Two days later, yet again, another five persons were reported to have been executed, bringing the number of individuals executed to at least 96 since 1 January 2012.
“I am appalled about the level of executions in Iraq. I deeply deplore the executions carried out this week, and am particularly alarmed about continuing reports of individuals who remain at risk of execution,” said Mr. Heyns. “I urge the Government of Iraq to halt immediately the executions.”
“Any death sentence undertaken in contravention of a Government’s international obligations is tantamount to an arbitrary execution,” said the UN expert.
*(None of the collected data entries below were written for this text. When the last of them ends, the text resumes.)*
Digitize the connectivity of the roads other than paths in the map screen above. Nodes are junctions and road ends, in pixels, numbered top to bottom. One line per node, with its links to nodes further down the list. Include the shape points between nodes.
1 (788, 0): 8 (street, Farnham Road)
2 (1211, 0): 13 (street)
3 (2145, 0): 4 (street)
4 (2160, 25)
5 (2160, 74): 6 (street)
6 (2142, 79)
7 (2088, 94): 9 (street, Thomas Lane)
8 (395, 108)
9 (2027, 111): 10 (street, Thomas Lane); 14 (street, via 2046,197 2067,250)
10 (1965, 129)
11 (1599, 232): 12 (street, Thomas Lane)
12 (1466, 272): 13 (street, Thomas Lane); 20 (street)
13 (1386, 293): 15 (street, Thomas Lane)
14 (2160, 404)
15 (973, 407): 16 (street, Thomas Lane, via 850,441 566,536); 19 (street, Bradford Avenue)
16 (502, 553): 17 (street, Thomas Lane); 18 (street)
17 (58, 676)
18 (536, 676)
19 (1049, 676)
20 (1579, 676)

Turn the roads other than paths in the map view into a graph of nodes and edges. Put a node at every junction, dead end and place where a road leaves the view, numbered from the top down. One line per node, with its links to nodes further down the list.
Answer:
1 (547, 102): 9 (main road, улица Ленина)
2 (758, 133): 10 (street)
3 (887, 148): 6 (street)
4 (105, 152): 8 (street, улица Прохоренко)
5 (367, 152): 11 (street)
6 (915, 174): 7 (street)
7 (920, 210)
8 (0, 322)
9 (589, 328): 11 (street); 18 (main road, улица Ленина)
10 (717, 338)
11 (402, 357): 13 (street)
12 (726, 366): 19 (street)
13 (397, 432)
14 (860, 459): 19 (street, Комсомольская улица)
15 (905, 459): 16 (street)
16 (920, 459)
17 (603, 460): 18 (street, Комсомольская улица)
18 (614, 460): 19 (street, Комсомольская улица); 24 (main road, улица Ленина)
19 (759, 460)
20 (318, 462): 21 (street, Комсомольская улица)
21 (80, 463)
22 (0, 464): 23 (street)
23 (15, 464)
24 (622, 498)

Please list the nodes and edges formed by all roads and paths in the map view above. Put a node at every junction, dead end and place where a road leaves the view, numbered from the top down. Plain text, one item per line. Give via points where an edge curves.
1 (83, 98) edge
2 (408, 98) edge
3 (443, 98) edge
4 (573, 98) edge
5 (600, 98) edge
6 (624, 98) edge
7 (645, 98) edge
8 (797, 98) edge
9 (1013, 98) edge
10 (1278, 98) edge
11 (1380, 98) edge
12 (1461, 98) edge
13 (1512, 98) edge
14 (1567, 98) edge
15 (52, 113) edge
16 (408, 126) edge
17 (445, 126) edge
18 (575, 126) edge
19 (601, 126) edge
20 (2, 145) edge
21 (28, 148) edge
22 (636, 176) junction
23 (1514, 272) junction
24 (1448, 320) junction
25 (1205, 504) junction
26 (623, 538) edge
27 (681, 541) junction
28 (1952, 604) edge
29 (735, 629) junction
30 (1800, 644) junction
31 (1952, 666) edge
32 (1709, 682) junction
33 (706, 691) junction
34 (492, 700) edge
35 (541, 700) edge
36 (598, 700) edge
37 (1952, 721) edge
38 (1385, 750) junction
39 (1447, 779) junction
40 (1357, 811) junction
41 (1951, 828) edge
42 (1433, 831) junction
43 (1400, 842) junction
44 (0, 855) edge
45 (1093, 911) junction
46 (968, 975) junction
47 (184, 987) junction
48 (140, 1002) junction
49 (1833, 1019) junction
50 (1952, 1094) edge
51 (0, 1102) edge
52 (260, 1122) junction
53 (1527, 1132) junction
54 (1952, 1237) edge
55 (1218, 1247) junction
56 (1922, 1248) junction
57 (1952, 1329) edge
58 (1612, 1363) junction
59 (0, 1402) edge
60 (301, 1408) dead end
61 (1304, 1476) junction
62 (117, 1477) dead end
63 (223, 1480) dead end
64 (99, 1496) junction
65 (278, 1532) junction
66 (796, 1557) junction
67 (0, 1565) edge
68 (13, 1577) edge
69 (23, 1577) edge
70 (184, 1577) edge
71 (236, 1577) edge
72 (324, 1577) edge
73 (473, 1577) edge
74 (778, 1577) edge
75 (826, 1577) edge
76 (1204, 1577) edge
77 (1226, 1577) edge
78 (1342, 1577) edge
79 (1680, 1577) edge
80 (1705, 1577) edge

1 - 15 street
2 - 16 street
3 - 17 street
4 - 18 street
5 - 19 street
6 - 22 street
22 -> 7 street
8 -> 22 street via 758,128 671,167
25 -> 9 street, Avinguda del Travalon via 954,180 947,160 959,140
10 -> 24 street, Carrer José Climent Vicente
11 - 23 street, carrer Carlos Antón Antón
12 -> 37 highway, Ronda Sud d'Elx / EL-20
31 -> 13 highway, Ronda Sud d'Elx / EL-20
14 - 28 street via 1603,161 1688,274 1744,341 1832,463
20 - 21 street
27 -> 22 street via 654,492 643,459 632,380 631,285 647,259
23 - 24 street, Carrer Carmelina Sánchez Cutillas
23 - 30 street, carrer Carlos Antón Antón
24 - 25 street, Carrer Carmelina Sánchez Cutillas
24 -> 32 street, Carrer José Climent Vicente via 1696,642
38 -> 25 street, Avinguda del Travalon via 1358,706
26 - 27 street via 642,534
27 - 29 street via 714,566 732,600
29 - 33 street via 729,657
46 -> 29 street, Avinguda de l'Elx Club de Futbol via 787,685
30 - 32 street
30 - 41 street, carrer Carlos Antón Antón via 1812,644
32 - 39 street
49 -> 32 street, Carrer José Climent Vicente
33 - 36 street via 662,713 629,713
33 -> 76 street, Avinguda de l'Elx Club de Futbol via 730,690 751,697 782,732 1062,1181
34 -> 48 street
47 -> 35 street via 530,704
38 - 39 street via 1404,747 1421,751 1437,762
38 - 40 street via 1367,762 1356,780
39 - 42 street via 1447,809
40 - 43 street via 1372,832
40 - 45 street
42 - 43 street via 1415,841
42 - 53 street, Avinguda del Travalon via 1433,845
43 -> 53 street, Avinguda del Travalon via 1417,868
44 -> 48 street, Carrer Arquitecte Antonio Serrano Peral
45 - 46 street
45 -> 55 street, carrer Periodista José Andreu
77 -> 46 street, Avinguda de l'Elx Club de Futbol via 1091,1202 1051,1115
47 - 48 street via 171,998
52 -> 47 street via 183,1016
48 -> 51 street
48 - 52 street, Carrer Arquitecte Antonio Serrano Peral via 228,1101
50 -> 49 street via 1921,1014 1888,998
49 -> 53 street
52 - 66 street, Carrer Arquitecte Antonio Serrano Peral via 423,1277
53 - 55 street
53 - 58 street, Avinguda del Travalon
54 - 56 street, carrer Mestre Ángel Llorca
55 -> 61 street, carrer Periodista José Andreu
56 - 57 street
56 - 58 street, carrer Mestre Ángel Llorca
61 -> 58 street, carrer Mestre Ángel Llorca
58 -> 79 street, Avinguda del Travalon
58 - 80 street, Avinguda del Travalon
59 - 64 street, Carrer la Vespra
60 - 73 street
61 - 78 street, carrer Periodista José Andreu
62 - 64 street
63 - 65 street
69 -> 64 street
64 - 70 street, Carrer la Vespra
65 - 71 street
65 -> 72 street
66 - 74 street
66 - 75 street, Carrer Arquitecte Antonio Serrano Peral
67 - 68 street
He recalled the concerns he previously expressed to the Government of Iraq about the imposition of the death penalty, including the need for transparency, stringent respect of due process and fair trial guarantees, and application only in respect of the most serious crimes - namely intentional killing.
“The death penalty may only be imposed, in countries that still have this form of punishment, if a strict set of substantive and procedural requirements are met,” the Special Rapporteur underscored, and noted that the continued lack of transparency about the implementation of the death penalty in Iraq, and the country's recent record, raises serious concerns about the question of what to expect in the future.
“The arbitrary killing of people, also when it is committed behind a smokescreen of flawed legal processes, is not solely a matter of domestic concern,” he said. “Iraq should take note that the international community will take strong exception to a continuation of its flagrant disregard of the norms applicable to the protection of the right to life.”
A month ago, the human rights expert called on the Government of Iraq to halt executions and review all death row cases, as well as disclose information on the number of executions carried out, the identity of death row prisoners, the charges and judicial proceedings brought against them, and the outcome of the review of their cases.